Unusually for a young player, Carlsen's greatest strength is in the ending, the most subtle aspect of the game and therefore the part at which mastery normally takes longest to achieve. Since endings tend to occur after many hours of play, they also favour the most patient and durable. Here is where Carlsen shows he is not just a genius: he also, unlike Capablanca, has phenomenal will-power and desire for victory and thus is prepared to sit for aeons grinding away in pursuit of the slimmest of advantages, or indeed, no advantage at all.

Yet Magnus is not just some Nordic nerd, constructed more of silicon than carbon. According to Pein, he is a very well rounded character, with a highly developed sense of humour: "He can recite entire scenes from Monty Python — in English — off by heart." I have a feeling that a number of Carlsen's chessboard opponents in London next month are going to get the serial amputation treatment handed out to Monty Python's Black Knight. 

Even the world champion, Viswanathan Anand, has been made to look foolish by Carlsen. Here is what happened in a blindfold "game" between them earlier this year, with Carlsen playing Black.

1.e4 c5 2.Nf3 Nc6 3.Bb5 d6 4.0-0 Bd7 5.Re1 Nf6 6.c3 a6 7.Bf1 Bg4 8.d3 e6 9.Nbd2 Be7 10.h3 Bh5 11.g4 Bg6 12.Nh4 Nd7 13.Ng2 h5 14.f4 hxg4 15.hxg4 Qc7 16.Nf3 0-0-0 17.Ne3 Nb6 18.Nc4 Nxc4 19.dxc4 f5 20.exf5 exf5 21.g5 Bf7 22.Qc2 g6 23.Qf2 d5 24.cxd5 Bxd5 25.Be3 Bxg5!! (The blindfolded Carlsen "sees" what the champion has missed.
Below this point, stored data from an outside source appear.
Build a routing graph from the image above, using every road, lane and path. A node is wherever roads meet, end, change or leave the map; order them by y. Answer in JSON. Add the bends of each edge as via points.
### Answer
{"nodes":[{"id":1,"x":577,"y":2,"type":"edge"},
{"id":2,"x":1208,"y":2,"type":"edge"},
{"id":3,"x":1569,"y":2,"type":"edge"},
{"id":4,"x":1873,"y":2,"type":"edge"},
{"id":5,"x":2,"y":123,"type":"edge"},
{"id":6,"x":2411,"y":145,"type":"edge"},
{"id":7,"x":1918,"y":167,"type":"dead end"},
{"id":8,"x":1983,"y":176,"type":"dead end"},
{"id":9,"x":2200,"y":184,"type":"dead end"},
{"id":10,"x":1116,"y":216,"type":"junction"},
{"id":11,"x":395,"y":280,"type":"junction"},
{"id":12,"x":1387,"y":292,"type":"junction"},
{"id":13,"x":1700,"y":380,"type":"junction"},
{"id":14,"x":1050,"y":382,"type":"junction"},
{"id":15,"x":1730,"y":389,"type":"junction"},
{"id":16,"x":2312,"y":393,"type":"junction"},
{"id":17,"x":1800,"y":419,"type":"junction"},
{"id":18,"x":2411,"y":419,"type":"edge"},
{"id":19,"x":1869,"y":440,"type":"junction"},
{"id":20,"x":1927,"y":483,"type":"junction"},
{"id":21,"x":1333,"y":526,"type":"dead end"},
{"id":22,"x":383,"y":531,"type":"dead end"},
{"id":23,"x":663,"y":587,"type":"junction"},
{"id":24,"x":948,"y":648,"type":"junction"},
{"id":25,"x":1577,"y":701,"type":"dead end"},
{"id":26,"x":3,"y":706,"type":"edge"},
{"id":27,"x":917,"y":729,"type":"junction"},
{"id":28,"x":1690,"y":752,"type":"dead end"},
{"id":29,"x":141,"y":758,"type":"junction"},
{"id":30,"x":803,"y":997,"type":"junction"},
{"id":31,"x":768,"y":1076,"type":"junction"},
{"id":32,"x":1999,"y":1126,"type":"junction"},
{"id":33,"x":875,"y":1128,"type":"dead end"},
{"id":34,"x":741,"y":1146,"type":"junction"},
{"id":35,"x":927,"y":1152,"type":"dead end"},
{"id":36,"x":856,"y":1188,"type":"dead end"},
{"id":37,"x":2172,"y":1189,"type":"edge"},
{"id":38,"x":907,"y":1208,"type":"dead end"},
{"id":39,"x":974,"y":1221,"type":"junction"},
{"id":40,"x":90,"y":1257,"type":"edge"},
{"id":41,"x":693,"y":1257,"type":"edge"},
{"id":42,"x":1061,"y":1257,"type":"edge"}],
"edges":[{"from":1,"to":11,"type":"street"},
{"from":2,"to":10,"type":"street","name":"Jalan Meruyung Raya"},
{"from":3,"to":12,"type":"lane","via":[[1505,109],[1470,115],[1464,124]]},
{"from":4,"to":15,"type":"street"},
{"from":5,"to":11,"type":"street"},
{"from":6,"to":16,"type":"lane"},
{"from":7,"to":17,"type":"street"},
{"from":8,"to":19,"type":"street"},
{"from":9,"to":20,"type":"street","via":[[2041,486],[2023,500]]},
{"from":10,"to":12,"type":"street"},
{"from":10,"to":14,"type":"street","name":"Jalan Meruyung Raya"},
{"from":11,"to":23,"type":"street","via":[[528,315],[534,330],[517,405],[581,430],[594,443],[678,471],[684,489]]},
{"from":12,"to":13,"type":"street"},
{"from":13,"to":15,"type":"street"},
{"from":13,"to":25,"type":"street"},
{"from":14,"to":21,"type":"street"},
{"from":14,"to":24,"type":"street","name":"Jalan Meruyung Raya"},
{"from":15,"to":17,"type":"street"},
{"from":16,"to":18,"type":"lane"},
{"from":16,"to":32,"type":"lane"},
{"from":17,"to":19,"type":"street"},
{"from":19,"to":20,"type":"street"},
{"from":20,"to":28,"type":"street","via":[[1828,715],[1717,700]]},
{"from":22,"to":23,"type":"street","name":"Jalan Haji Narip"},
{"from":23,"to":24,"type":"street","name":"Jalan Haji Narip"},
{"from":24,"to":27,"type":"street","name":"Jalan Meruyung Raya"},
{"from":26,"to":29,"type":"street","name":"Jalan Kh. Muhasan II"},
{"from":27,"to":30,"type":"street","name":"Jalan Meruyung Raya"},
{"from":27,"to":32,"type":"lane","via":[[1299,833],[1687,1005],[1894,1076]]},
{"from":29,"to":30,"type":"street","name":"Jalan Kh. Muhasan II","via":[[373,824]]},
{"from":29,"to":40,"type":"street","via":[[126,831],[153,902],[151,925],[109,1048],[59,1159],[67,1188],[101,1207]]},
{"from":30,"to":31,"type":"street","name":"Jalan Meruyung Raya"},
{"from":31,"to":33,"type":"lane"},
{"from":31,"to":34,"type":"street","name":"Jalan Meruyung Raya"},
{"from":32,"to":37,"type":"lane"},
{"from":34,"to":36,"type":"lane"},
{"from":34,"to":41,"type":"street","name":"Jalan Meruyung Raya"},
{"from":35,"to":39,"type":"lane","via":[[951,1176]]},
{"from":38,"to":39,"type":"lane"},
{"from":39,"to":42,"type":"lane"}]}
If now 26.Nxg5 then it's mate on the spot with Rh1; and if 26.fxg5 then Bxf3 and White can't recapture because then it's mate with Qh2!) 26.Qg3 Be7 27.Bg2 g5! 28.Nxg5 Bxg5 29.Bxd5 Rxd5 30.Qxg5 Qf7 31.Kf2 Rh2+ 32.Kf1 Rd8 33.Qg3 Qc4+ 34.Kg1 Rxb2 and Anand resigned: Carlsen's Rook will come to g8 next move, with slaughter to follow.